Why the neo-cons lost their pin-up
boy By Andrew Tully
For the
past four years, the US government has given tens of
millions of dollars to the Iraqi National Congress (INC)
to help gather intelligence in Iraq, with monthly
payments of $335,000.
Before the war, the INC
provided America with intelligence on former Iraqi
leader Saddam Hussein and his suspected weapons programs
and how to plan for a post-Saddam occupation. Since
Saddam's fall, they have helped occupation forces find
suspected insurgents.
Some of the intelligence
the INC has provided to the US has turned out to be
questionable, however. So far, no significant caches of
unconventional weapons have been found. And many Iraqis
are resisting the US-led occupation, despite assurances
- again reportedly from the INC - that coalition forces
would be welcomed by Iraqis after Saddam's fall.
Criticism of the INC is focused on its leader,
Ahmad Chalabi, a wealthy Iraqi exile who had not lived
in his native land for nearly 50 years. Now he is a
member of the US-appointed Iraqi Governing Council.
Adding to the controversy around Chalabi is that he has
been convicted in absentia in Jordan for embezzlement of
US$300 million a bank.
Chalabi is widely
reported to have had the long-standing support of US
Defense Secretary Donald Rumsfeld and Under Secretary of
Defense for Policy Douglas Feith, but is said to be
mistrusted by Secretary of State Colin Powell.
It was Powell who is said to have favored a much
larger coalition force to maintain order in Iraq after
Saddam's fall. Instead, Bush chose to go with a smaller
force, as recommended by Rumsfeld, because of Chalabi's
reported assurances that few Iraqis were expected to
resist the occupation.
On Wednesday, several
news reports said that the Bush administration was not
prepared to extend the program under which it gave
financial support to the INC. The program is due to
expire on June 30, the day the occupation authority
hands over sovereignty to an interim Iraqi government.

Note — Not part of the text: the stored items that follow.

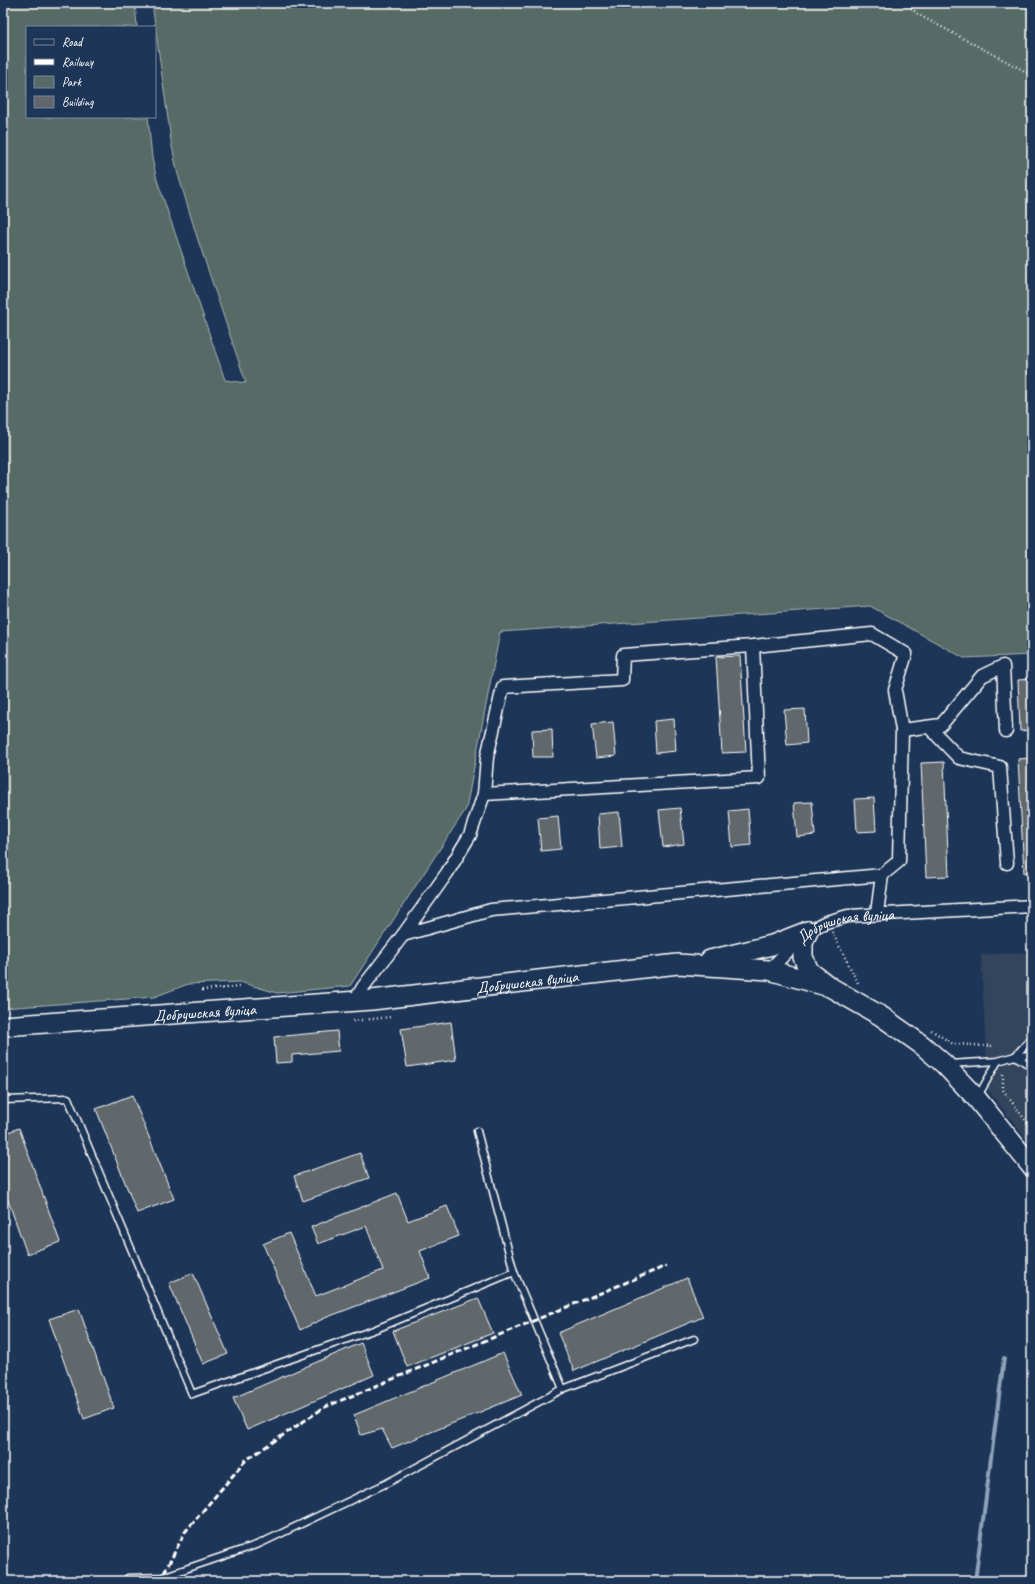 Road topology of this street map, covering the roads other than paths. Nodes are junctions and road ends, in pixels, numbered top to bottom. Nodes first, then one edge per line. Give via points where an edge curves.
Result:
1 (753, 646) junction
2 (929, 727) junction
3 (902, 730) junction
4 (1006, 731) dead end
5 (484, 794) junction
6 (1007, 863) dead end
7 (882, 875) junction
8 (1032, 906) edge
9 (877, 914) junction
10 (808, 931) junction
11 (403, 935) junction
12 (678, 964) junction
13 (769, 970) junction
14 (830, 987) junction
15 (354, 1002) junction
16 (3, 1026) edge
17 (1032, 1042) edge
18 (1032, 1055) edge
19 (1015, 1056) junction
20 (998, 1061) junction
21 (944, 1064) junction
22 (1032, 1065) edge
23 (977, 1099) junction
24 (3, 1100) edge
25 (477, 1131) dead end
26 (1032, 1166) edge
27 (514, 1272) junction
28 (694, 1339) dead end
29 (563, 1389) junction
30 (125, 1581) edge

1 - 3 street via 872,634 906,654 896,690
1 - 5 street via 623,655 622,680 503,687 486,757
1 - 5 street via 759,778
2 - 3 street
2 - 4 street via 941,725 982,676 1003,666
2 - 6 street via 960,758 1000,766
3 - 7 street via 899,861
5 - 11 street via 470,835 447,873
7 - 9 street
7 - 11 street via 491,910
8 - 9 street, Добрушская вуліца
9 - 10 street, Добрушская вуліца via 848,916 826,922
10 - 12 main road via 772,946 722,958
10 - 13 street, Добрушская вуліца
10 - 14 main road via 803,943 803,957 809,972
11 - 15 street via 363,986
12 - 13 main road, Добрушская вуліца
12 - 15 main road, Добрушская вуліца
13 - 14 main road
14 - 21 main road via 881,1016
15 - 16 main road, Добрушская вуліца
17 - 19 lane via 1028,1042
18 - 19 lane
19 - 20 lane
19 - 22 lane
20 - 21 lane
20 - 23 lane
21 - 23 main road
23 - 26 main road
24 - 27 lane via 68,1098 192,1394 376,1329
25 - 27 lane
27 - 29 lane
28 - 29 lane
29 - 30 lane via 387,1484 259,1544 162,1577 128,1578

Deputy Defense Secretary Paul Wolfowitz
confirmed those reports during an appearance before the
US Senate Foreign Relations Committee. He said
Washington believed it would be inappropriate to
continue funding a private political organization in
Iraq after Iraqis take over sovereignty of their
country. Wolfowitz also praised the quantity and quality
of intelligence that the INC provided, both before and
after Saddam's fall.
But it is the quality of
that intelligence that is at issue as the US severs its
formal relationship with Chalabi and his group,
according to Mark Burgess, an analyst at the Center for
Defense Information, a policy research center in
Washington.
Burgess tells RFE/RL that members of
the Bush administration must be embarrassed that they
put so much trust in the INC. But he says the Bush
administration ultimately has no one to blame but
itself. "[Chalabi] was telling [Bush administration
officials] something they wanted to hear. They just
wanted to believe it. It would have been nice had it
worked out that way. Maybe they let their wishful
thinking cloud their better judgment. Maybe they thought
it was worth the risk. Maybe they thought, 'Well, you
know, if it looks, six months down the line, like it's
not going to work - a year down the line - we'll stop
funding him, and we'll wipe our hands of him'," Burgess
said.
Burgess says it is just as easy to believe
that the US administration is unceremoniously dumping
Chalabi to prevent further embarrassment as it is to
accept Wolfowitz's explanation that it would be improper
to support a private political group after handing over
sovereignty.
Either way, Burgess says, Chalabi
is politically sophisticated enough to recognize that
now is the time for Bush himself to seize an opportunity
and rid himself of a political liability. "Mr Chalabi is
a grown-up in a tough world. He must realize that
political expediency is what is [most important].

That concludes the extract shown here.